Keine Chance gegen Malware: die schlimmsten Einfallstore

Über die Unzulänglichkeiten der gängigen Sicherheitslösungen ließe sich ein ganzes Buch schreiben. Daher sei hier nur ein aktuelles Beispiel genannt: Der sogenannte VDM-Exploit, der letzte Woche veröffentlicht wurde, und mit dem sich jeder Benutzer sofort durch einen Download sowie einen Mausklick Adminrechte auf allen 32-Bit-Windows-Versionen verschaffen kann, wird spätestens seit dem Wochenende von den gängigen Anti-Malware-Lösungen erkannt.

Es handelt sich jedoch um eine trügerische Sicherheit. Ein ZDNet-Leser stellte am Wochenende fest, dass er sich mithilfe des Exploits auf seinem Rechner nicht zum Administrator machen konnte. Der Grund war schnell gefunden. Der Exploit startet eine Kommandozeile, indem er das Programm C:WindowsSystem32cmd.exe aufruft. Wenn Windows nicht auf der Partition C: installiert ist, schlägt dieser Vorgang fehl.

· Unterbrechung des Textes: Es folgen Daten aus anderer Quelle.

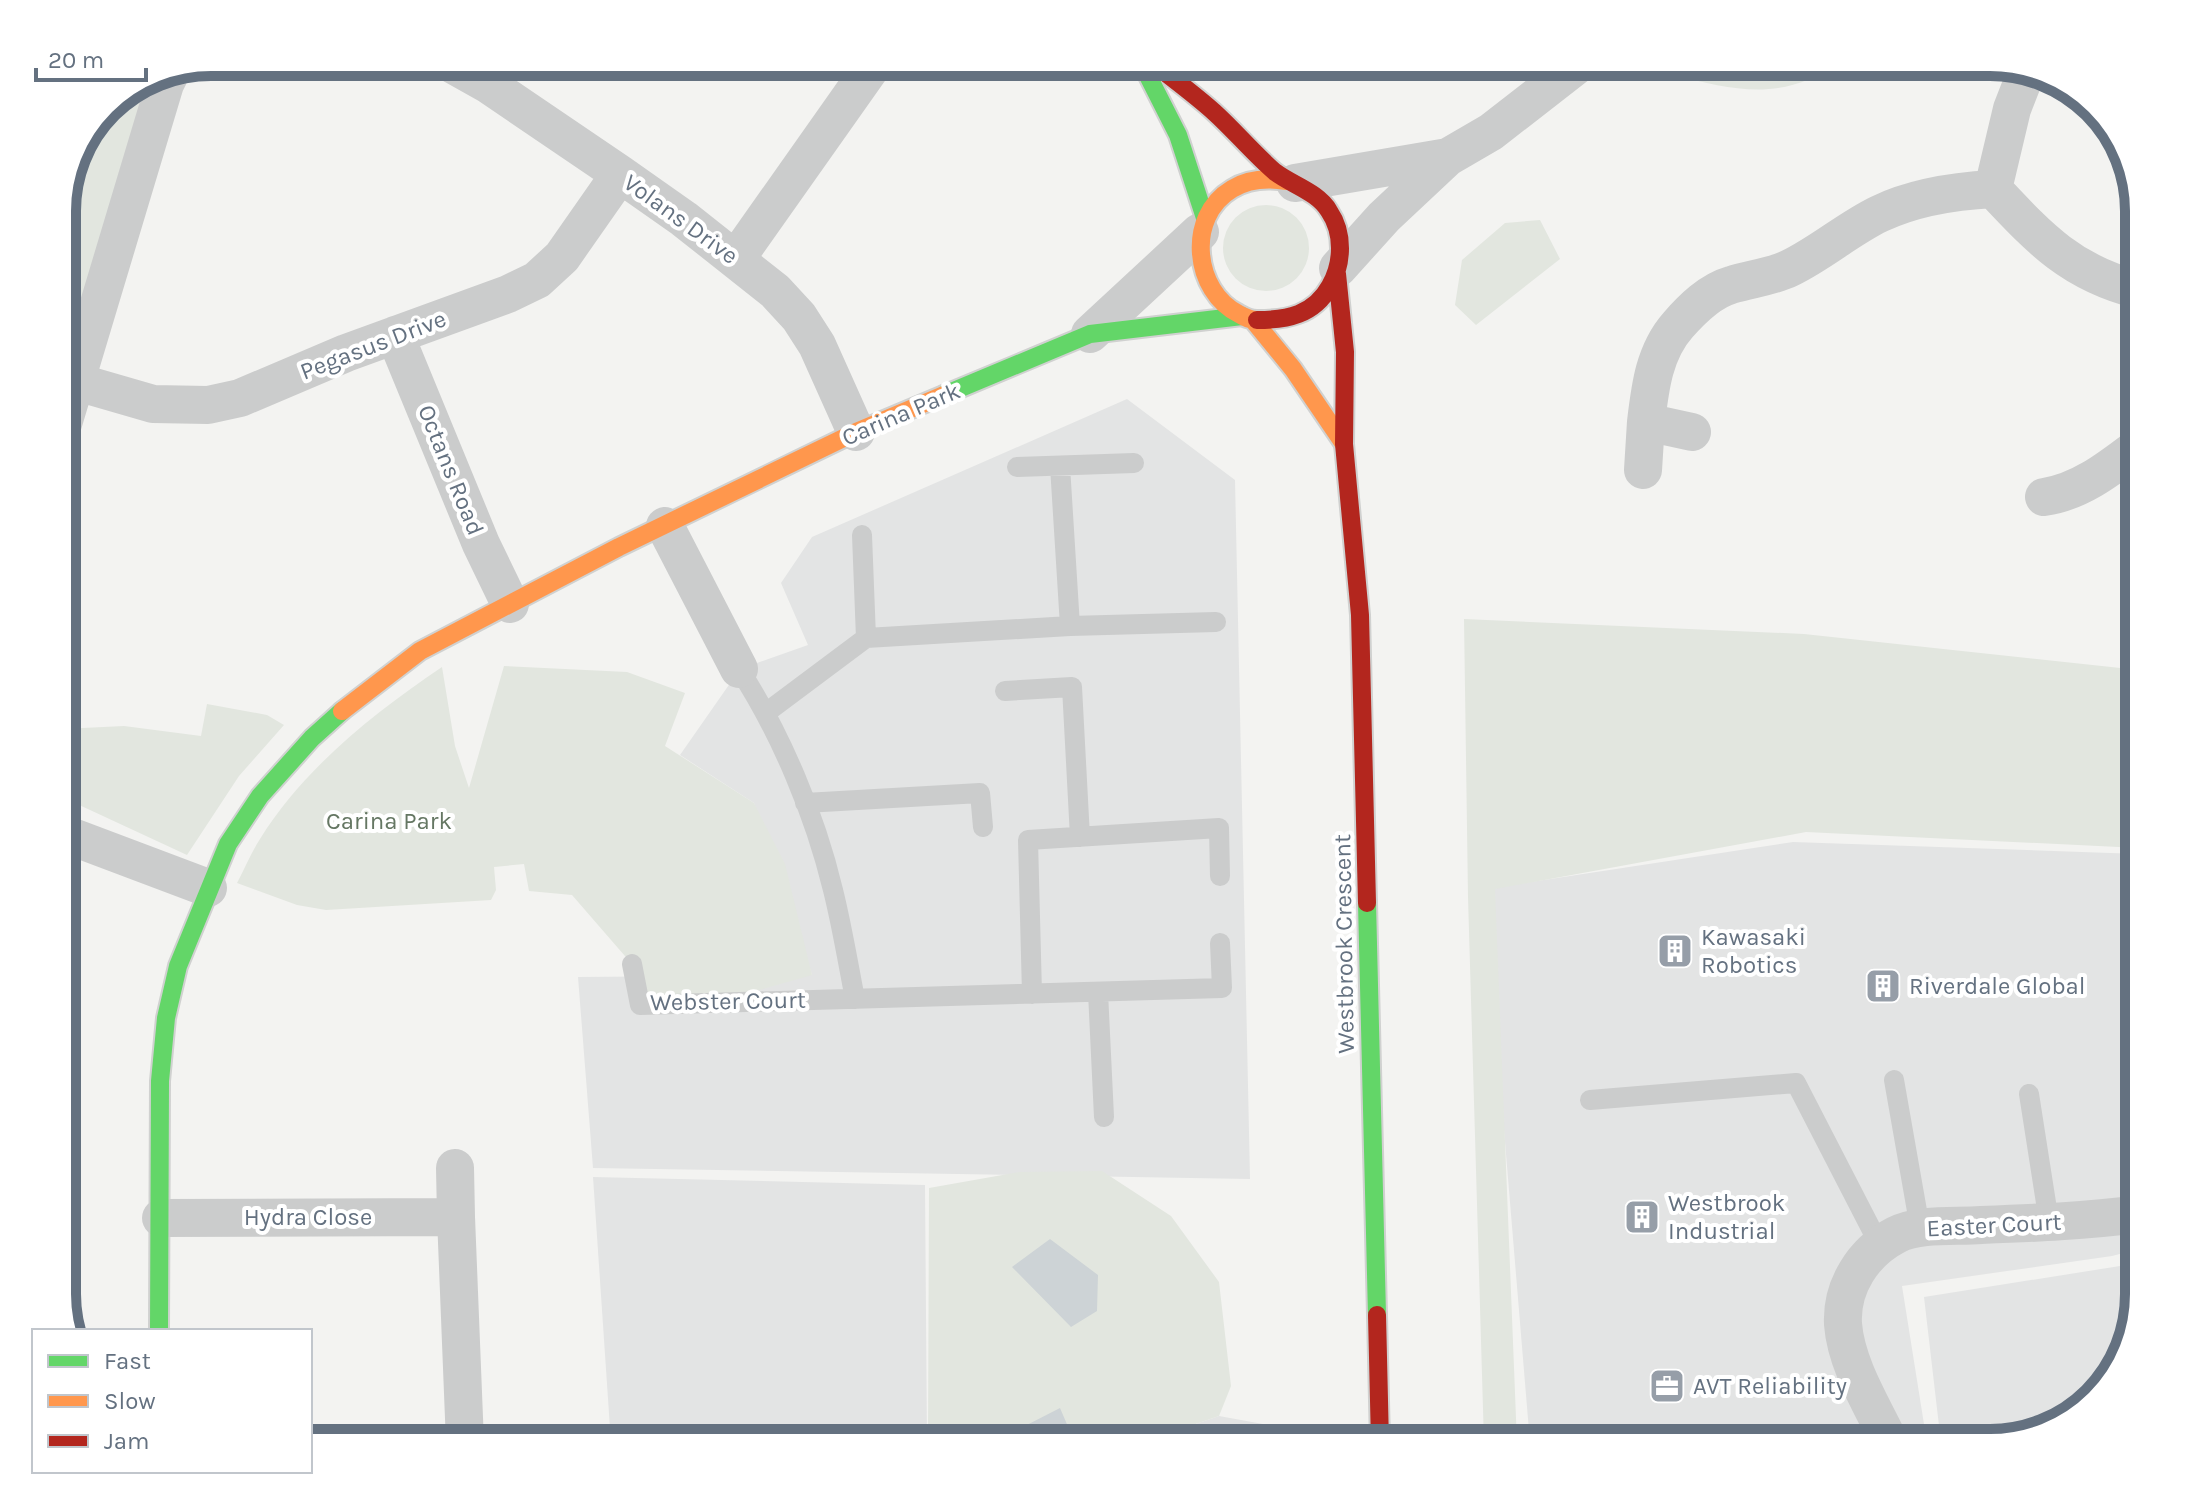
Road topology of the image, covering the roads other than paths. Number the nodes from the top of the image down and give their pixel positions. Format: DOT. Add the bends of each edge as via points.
graph roads {
  1 [pos="474,76"];
  2 [pos="865,76"];
  3 [pos="1148,76"];
  4 [pos="1169,76"];
  5 [pos="1563,76"];
  6 [pos="2023,81"];
  7 [pos="165,85"];
  8 [pos="1448,157"];
  9 [pos="620,174"];
  10 [pos="1291,182"];
  11 [pos="1993,189"];
  12 [pos="1203,225"];
  13 [pos="736,259"];
  14 [pos="1338,271"];
  15 [pos="2125,286"];
  16 [pos="1247,318"];
  17 [pos="1090,334"];
  18 [pos="395,335"];
  19 [pos="77,382"];
  20 [pos="76,385"];
  21 [pos="1646,422"];
  22 [pos="856,432"];
  23 [pos="1692,432"];
  24 [pos="1344,444"];
  25 [pos="2125,456"];
  26 [pos="1134,463"];
  27 [pos="1060,466"];
  28 [pos="1017,467"];
  29 [pos="1643,470"];
  30 [pos="2039,496"];
  31 [pos="665,526"];
  32 [pos="862,535"];
  33 [pos="510,604"];
  34 [pos="1216,622"];
  35 [pos="1070,626"];
  36 [pos="866,638"];
  37 [pos="739,669"];
  38 [pos="1005,691"];
  39 [pos="767,712"];
  40 [pos="805,803"];
  41 [pos="983,827"];
  42 [pos="1080,837"];
  43 [pos="76,838"];
  44 [pos="1220,876"];
  45 [pos="208,888"];
  46 [pos="1220,943"];
  47 [pos="632,964"];
  48 [pos="1098,992"];
  49 [pos="1032,994"];
  50 [pos="855,999"];
  51 [pos="1894,1080"];
  52 [pos="2029,1094"];
  53 [pos="1590,1100"];
  54 [pos="1104,1117"];
  55 [pos="455,1168"];
  56 [pos="2125,1215"];
  57 [pos="456,1217"];
  58 [pos="161,1218"];
  59 [pos="2049,1222"];
  60 [pos="1920,1228"];
  61 [pos="1880,1246"];
  62 [pos="159,1329"];
  63 [pos="464,1429"];
  64 [pos="1380,1429"];
  65 [pos="1883,1429"];
  1 -- 9 [label="street, Volans Drive"];
  2 -- 13 [label="street"];
  3 -- 12 [label="street" via="1178,135"];
  4 -- 10 [label="street"];
  5 -- 8 [label="street" via="1491,132"];
  6 -- 11 [label="street"];
  7 -- 19 [label="street"];
  8 -- 10 [label="street"];
  8 -- 14 [label="street" via="1384,217"];
  9 -- 13 [label="street, Volans Drive"];
  9 -- 18 [label="street, Pegasus Drive" via="562,257 537,280"];
  10 -- 12 [label="street" via="1263,179 1240,185 1220,198"];
  10 -- 14 [label="street" via="1328,208 1341,248"];
  11 -- 15 [label="street" via="2064,258"];
  11 -- 21 [label="street" via="1940,196 1880,213 1786,270 1727,286 1706,298 1665,344"];
  12 -- 16 [label="street" via="1198,252 1210,291"];
  12 -- 17 [label="street, Carina Park"];
  13 -- 22 [label="street, Volans Drive" via="799,317"];
  14 -- 16 [label="street" via="1320,300 1294,317 1274,322"];
  14 -- 24 [label="street, Westbrook Crescent" via="1345,352"];
  16 -- 17 [label="street, Carina Park"];
  16 -- 24 [label="street, Westbrook Crescent" via="1293,369"];
  17 -- 22 [label="street, Carina Park"];
  18 -- 19 [label="street, Pegasus Drive" via="240,398 208,405 153,404"];
  18 -- 33 [label="street, Octans Road"];
  19 -- 20 [label="street"];
  21 -- 23 [label="street"];
  21 -- 29 [label="street"];
  22 -- 31 [label="street, Carina Park"];
  24 -- 64 [label="street, Westbrook Crescent" via="1360,615"];
  25 -- 30 [label="street" via="2064,494"];
  26 -- 27 [label="lane"];
  27 -- 28 [label="lane"];
  27 -- 35 [label="lane"];
  31 -- 33 [label="street, Carina Park"];
  31 -- 37 [label="street"];
  32 -- 36 [label="lane"];
  33 -- 45 [label="street, Carina Park" via="420,651 334,717 260,796 228,844"];
  34 -- 35 [label="lane"];
  35 -- 36 [label="lane"];
  36 -- 39 [label="lane"];
  37 -- 39 [label="lane"];
  38 -- 42 [label="lane" via="1072,687"];
  39 -- 40 [label="lane"];
  40 -- 41 [label="lane" via="980,793"];
  40 -- 50 [label="lane" via="832,887"];
  42 -- 44 [label="lane" via="1219,828"];
  42 -- 49 [label="lane" via="1028,840"];
  43 -- 45 [label="street"];
  45 -- 58 [label="street, Carina Park" via="178,966 166,1018 160,1081"];
  46 -- 48 [label="lane, Webster Court" via="1222,988"];
  47 -- 50 [label="lane, Webster Court" via="640,1005"];
  48 -- 49 [label="lane, Webster Court"];
  48 -- 54 [label="lane"];
  49 -- 50 [label="lane, Webster Court"];
  51 -- 60 [label="lane"];
  52 -- 59 [label="lane"];
  53 -- 61 [label="lane" via="1796,1083"];
  55 -- 57 [label="street"];
  56 -- 59 [label="street, Easter Court"];
  57 -- 58 [label="street, Hydra Close"];
  57 -- 63 [label="street"];
  58 -- 62 [label="street, Carina Park"];
  59 -- 60 [label="street, Easter Court"];
  60 -- 61 [label="street, Easter Court"];
  61 -- 65 [label="street, Easter Court" via="1851,1281 1843,1326"];
}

Fünf zusätzliche Zeilen Code unter Verwendung des API GetSystemDirectory und Neukompilierung lösten das Problem des Lesers. Das führte jedoch dazu, dass der Exploit nicht mehr von der Anti-Malware erkannt wurde. Wenn ein Exploit im Sourcecode vorhanden ist, reicht es in der Regel aus, ihn mit einer anderen Compilerversion oder mit anderen Optimierungsflags zu kompilieren, um den Schädling vor der Antivirenlösung zu verbergen.

Das genannte Beispiel zeigt zwei schwerwiegende Probleme von Anti-Malware-Lösungen: Zum einen funktioniert die verhaltensbasierte Erkennung nicht, zum anderen versuchen die Hersteller einen Schädling möglichst am Dateianfang zu erkennen, damit die Antiviren-Engine schneller läuft.

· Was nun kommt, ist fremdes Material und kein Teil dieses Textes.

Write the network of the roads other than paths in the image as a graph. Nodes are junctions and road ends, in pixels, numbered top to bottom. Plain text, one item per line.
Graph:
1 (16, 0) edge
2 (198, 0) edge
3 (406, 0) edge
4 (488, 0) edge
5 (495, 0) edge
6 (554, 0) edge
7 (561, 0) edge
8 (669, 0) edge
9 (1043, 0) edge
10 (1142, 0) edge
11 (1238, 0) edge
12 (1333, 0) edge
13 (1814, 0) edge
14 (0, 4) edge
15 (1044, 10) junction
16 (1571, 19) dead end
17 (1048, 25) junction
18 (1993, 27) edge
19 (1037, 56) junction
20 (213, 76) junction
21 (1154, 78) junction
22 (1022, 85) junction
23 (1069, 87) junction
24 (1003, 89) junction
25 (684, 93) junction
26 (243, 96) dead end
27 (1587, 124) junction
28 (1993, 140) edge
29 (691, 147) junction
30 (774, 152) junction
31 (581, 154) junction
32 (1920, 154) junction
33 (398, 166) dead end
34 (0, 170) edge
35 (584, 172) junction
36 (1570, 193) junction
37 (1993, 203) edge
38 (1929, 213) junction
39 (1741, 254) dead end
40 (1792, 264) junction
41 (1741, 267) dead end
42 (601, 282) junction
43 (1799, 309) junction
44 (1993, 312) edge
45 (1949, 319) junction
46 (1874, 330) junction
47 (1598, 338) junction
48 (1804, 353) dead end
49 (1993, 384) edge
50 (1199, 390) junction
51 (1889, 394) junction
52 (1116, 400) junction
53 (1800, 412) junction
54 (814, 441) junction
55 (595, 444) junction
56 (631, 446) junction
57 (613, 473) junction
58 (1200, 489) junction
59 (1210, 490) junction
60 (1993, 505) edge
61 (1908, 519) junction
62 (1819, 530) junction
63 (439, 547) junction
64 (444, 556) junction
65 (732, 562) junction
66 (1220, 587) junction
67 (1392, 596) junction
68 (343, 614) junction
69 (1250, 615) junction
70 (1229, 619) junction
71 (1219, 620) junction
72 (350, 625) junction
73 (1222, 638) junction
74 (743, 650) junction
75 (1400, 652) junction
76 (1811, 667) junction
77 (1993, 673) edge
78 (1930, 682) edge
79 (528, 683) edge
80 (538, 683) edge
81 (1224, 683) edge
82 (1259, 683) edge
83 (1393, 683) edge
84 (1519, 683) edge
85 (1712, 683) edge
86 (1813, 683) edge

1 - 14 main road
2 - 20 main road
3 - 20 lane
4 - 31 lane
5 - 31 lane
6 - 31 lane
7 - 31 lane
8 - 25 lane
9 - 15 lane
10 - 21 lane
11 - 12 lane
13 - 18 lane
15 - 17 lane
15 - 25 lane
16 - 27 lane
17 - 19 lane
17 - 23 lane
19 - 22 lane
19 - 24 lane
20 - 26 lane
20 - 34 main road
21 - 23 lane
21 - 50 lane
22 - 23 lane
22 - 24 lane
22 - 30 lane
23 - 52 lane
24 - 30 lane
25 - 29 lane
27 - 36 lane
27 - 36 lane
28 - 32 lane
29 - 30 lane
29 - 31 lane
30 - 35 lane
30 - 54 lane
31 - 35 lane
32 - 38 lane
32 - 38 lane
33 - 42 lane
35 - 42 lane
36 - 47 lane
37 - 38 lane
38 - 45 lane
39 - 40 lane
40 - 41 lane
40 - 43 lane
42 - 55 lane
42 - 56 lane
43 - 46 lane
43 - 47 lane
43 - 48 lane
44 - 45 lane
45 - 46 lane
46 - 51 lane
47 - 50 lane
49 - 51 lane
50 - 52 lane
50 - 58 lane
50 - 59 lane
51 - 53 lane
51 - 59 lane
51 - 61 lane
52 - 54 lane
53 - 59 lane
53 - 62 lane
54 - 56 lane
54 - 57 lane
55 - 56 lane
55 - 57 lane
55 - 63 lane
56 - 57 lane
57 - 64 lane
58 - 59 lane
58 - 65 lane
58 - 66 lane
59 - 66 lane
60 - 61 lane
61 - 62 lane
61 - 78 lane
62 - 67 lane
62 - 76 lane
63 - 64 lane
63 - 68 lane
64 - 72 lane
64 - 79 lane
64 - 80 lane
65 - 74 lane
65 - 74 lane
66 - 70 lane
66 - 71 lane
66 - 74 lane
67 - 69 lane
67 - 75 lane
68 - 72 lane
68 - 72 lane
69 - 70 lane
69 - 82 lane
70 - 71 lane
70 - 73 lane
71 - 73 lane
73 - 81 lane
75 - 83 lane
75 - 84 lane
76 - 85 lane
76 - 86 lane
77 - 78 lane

Bei der verhaltensbasierten Erkennung überprüfen die Programme nur, ob ein Programm auffällig viele Registry-Einträge macht oder verdächtige Internetverbindungen aufbaut. Der VDM-Exploit ließe sich verhaltensbasiert jedoch daran erkennen, dass ein Programm auf dem Standard-Desktop SYSTEM-Account-Rechte besitzt, obwohl der Mutterprozess unter einer normalen User-ID läuft, die das Recht „Replace a process level token“ nicht besitzt. Dazu müsste die Antiviren-Lösungen jedoch auch neuen Code und nicht nur neue Signaturen herunterladen.

Hinzu kommt, dass bei den Herstellern von Antivirenlösungen kaum Know-how über die Funktionsweise von Viren und anderen Schädlingen besteht. Wer einmal einer Einladung in das Forschungslabor eines Herstellers gefolgt ist, wird schnell feststellen, dass man sich dort nur mit Mustern, Signaturen und Tarnmechanismen der Schädlinge beschäftigt.

Zudem müssen die Experten in den Labors auf Performance achten. So scannt der der VDM-Exploit beispielsweise nach einem bestimmten Code-Muster im 16-Bit-Subsystem. Dieses Muster befindet sich auch im Exploit selber. Würde das Antiviren-Programm nach diesem Muster in der EXE- und in der DLL-Datei suchen, könnte es den Schädling auch nach einer Neukompilierung erkennen. Dazu müsste die Datei jedoch fast bis zum Ende durchgescannt werden.